WORK REQUIRED :: When the word "Geçidi" appears in a line of the data below, list that line.
━━ DATA FOR REVIEW ━━
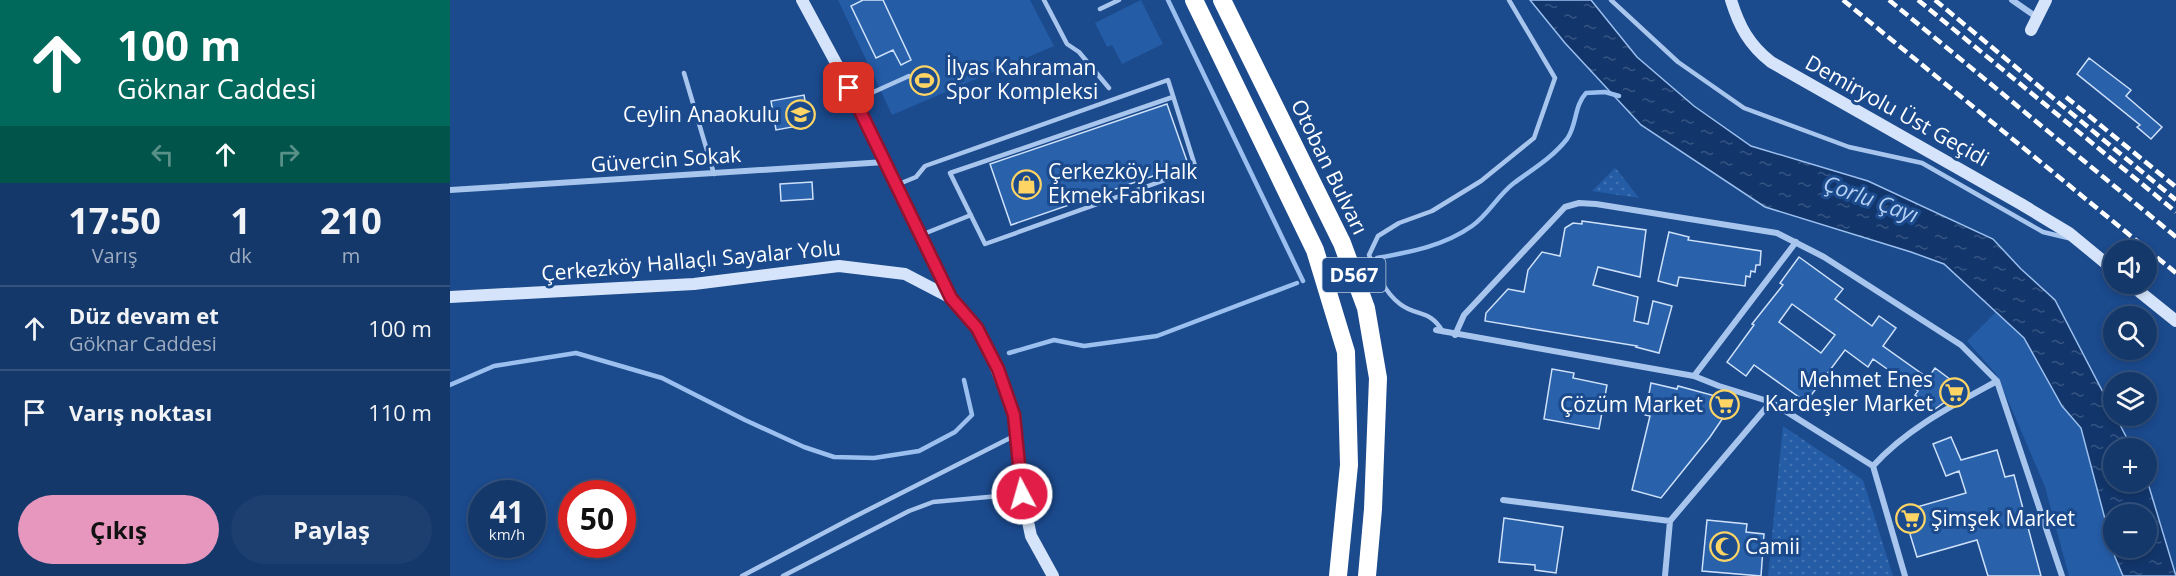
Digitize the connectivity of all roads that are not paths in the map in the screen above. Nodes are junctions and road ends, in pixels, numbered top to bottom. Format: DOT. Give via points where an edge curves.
graph roads {
  1 [pos="802,0"];
  2 [pos="1044,0"];
  3 [pos="1119,0"];
  4 [pos="1194,0"];
  5 [pos="1222,0"];
  6 [pos="1509,0"];
  7 [pos="1611,0"];
  8 [pos="1731,0"];
  9 [pos="2012,0"];
  10 [pos="2046,0"];
  11 [pos="1100,9"];
  12 [pos="2038,18"];
  13 [pos="2031,30"];
  14 [pos="684,73"];
  15 [pos="909,76"];
  16 [pos="1109,88"];
  17 [pos="1173,98"];
  18 [pos="856,100"];
  19 [pos="885,162"];
  20 [pos="714,174"];
  21 [pos="896,186"];
  22 [pos="450,190"];
  23 [pos="971,215"];
  24 [pos="921,236"];
  25 [pos="2072,236"];
  26 [pos="1796,242"];
  27 [pos="2103,261"];
  28 [pos="2142,294"];
  29 [pos="450,297"];
  30 [pos="951,298"];
  31 [pos="2176,321"];
  32 [pos="1439,331"];
  33 [pos="1455,335"];
  34 [pos="1694,376"];
  35 [pos="1997,381"];
  36 [pos="1771,402"];
  37 [pos="1016,435"];
  38 [pos="1873,466"];
  39 [pos="1022,494"];
  40 [pos="1503,500"];
  41 [pos="1670,521"];
  42 [pos="742,576"];
  43 [pos="783,576"];
  44 [pos="1053,576"];
  45 [pos="1338,576"];
  46 [pos="1367,576"];
  47 [pos="1665,576"];
  48 [pos="1905,576"];
  49 [pos="2062,576"];
  1 -- 18 [label="street"];
  2 -- 16 [label="lane" via="1067,44 1079,52"];
  3 -- 11 [label="lane"];
  4 -- 45 [label="highway, D567" via="1315,250 1346,352 1349,465"];
  5 -- 46 [label="highway, Otoban Bulvarı / D567" via="1342,243 1366,308 1378,378"];
  6 -- 32 [label="lane" via="1555,78 1534,138 1481,181 1432,211 1378,236 1369,255 1381,281 1400,304 1436,320"];
  7 -- 25 [label="lane" via="1678,62 1744,108 1849,147 1922,163 2043,232"];
  8 -- 25 [label="street, Demiryolu Üst Geçidi" via="1741,29 1771,62"];
  9 -- 12 [label="street"];
  10 -- 12 [label="street"];
  12 -- 13 [label="street"];
  14 -- 20 [label="lane"];
  15 -- 18 [label="lane"];
  17 -- 21 [label="lane" via="1168,80 925,166 916,177"];
  17 -- 23 [label="lane" via="950,173"];
  17 -- 23 [label="lane" via="1196,169 986,244"];
  18 -- 19 [label="street"];
  19 -- 20 [label="street, Güvercin Sokak"];
  19 -- 21 [label="street"];
  20 -- 22 [label="street, Güvercin Sokak"];
  21 -- 24 [label="street"];
  23 -- 24 [label="lane"];
  24 -- 30 [label="street"];
  25 -- 27 [label="street, Demiryolu Üst Geçidi"];
  26 -- 33 [label="street" via="1777,233 1670,215 1580,203 1565,207 1464,315"];
  26 -- 34 [label="street"];
  26 -- 35 [label="street" via="1960,345"];
  28 -- 31 [label="street"];
  29 -- 30 [label="street, Çerkezköy Hallaçlı Sayalar Yolu" via="694,284 839,266 905,274"];
  30 -- 37 [label="street, Çerkezköy Hallaçlı Sayalar Yolu" via="977,328 990,352 1014,415"];
  32 -- 33 [label="street"];
  33 -- 34 [label="street"];
  34 -- 36 [label="street"];
  35 -- 38 [label="street" via="1948,408 1888,449"];
  35 -- 49 [label="street"];
  36 -- 38 [label="street"];
  36 -- 41 [label="street"];
  37 -- 39 [label="street, Çerkezköy Hallaçlı Sayalar Yolu"];
  37 -- 42 [label="lane"];
  38 -- 48 [label="street"];
  39 -- 43 [label="lane" via="933,502"];
  39 -- 44 [label="street, Çerkezköy Hallaçlı Sayalar Yolu" via="1031,536"];
  40 -- 41 [label="street"];
  41 -- 47 [label="street"];
}
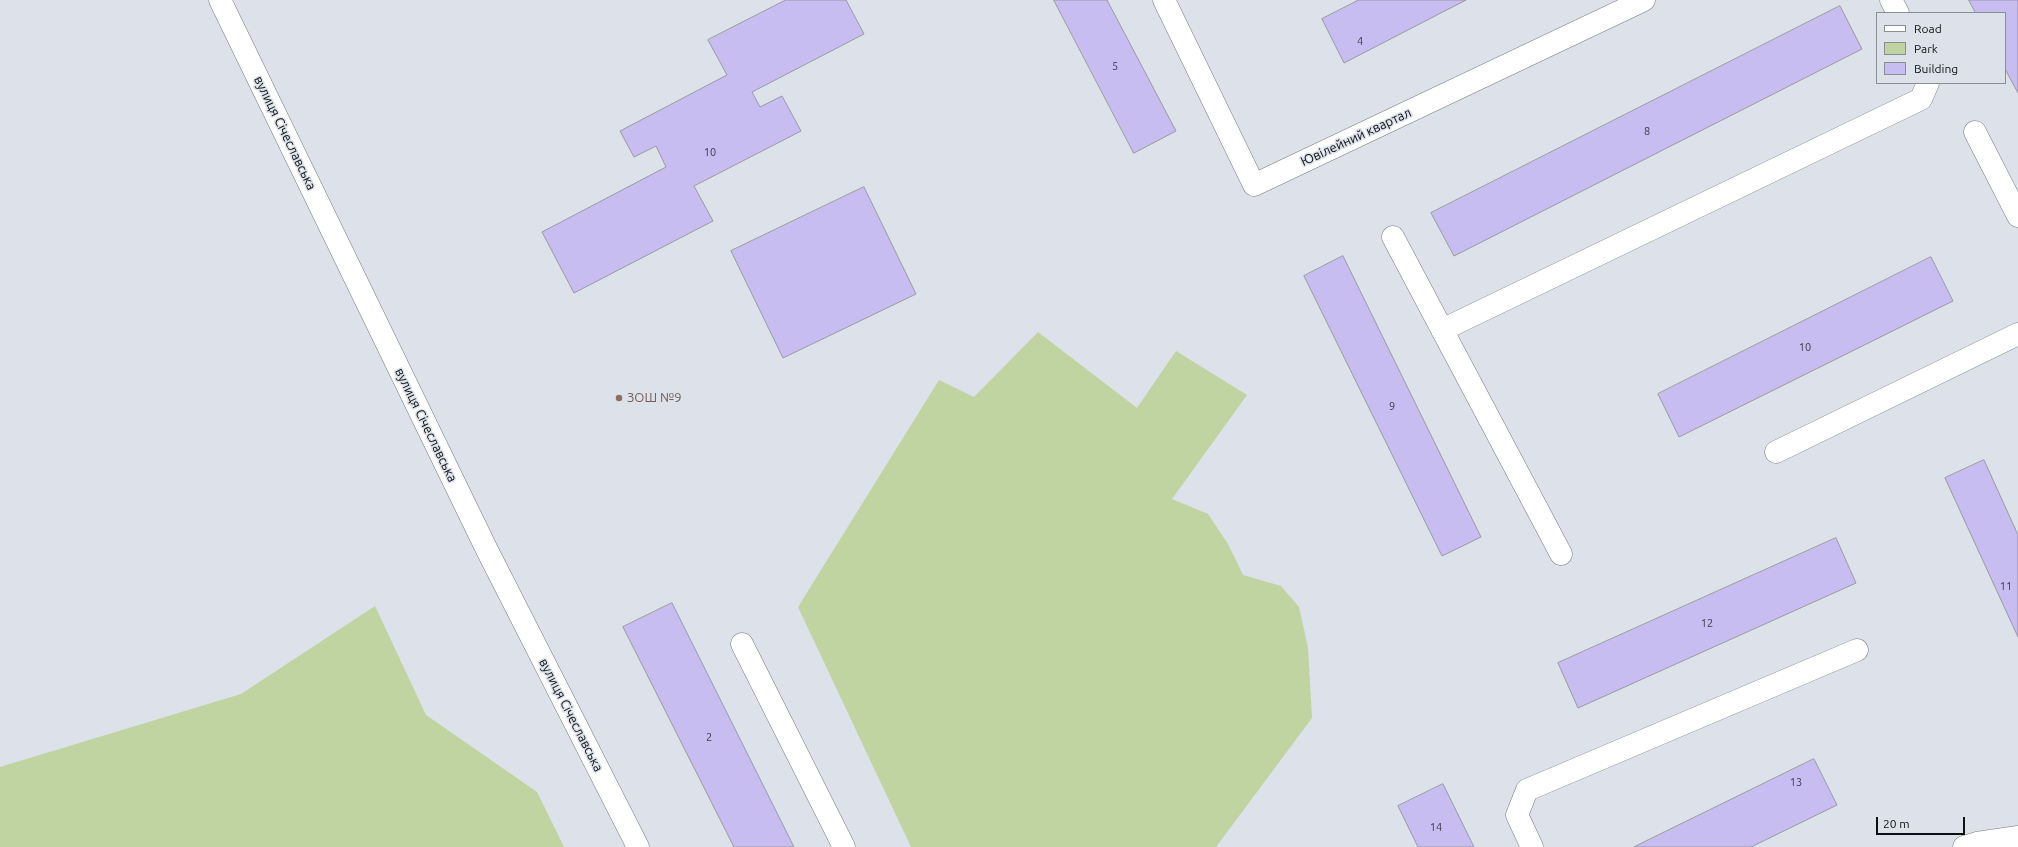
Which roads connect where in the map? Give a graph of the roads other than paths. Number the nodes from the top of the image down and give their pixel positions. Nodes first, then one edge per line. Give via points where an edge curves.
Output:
1 (220, 0) edge
2 (1164, 0) edge
3 (1644, 0) edge
4 (1891, 0) edge
5 (1897, 12) edge
6 (1928, 84) edge
7 (1975, 132) dead end
8 (2018, 216) edge
9 (1393, 237) dead end
10 (1442, 330) junction
11 (2018, 334) edge
12 (1776, 452) dead end
13 (1562, 554) dead end
14 (742, 644) dead end
15 (1857, 650) dead end
16 (2018, 837) edge
17 (638, 847) edge
18 (844, 847) edge
19 (1532, 847) edge
20 (1964, 847) edge

1 - 17 street, вулиця Січеславська via 487,550
2 - 3 street, Ювілейний квартал via 1254,185
4 - 5 street
6 - 10 street via 1921,99
7 - 8 street
9 - 10 street
10 - 13 street
11 - 12 street
14 - 18 street
15 - 19 street via 1527,790 1517,815
16 - 20 street via 1977,842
━━━
TASK OUTPUT ::
  8 -- 25 [label="street, Demiryolu Üst Geçidi" via="1741,29 1771,62"];
  25 -- 27 [label="street, Demiryolu Üst Geçidi"];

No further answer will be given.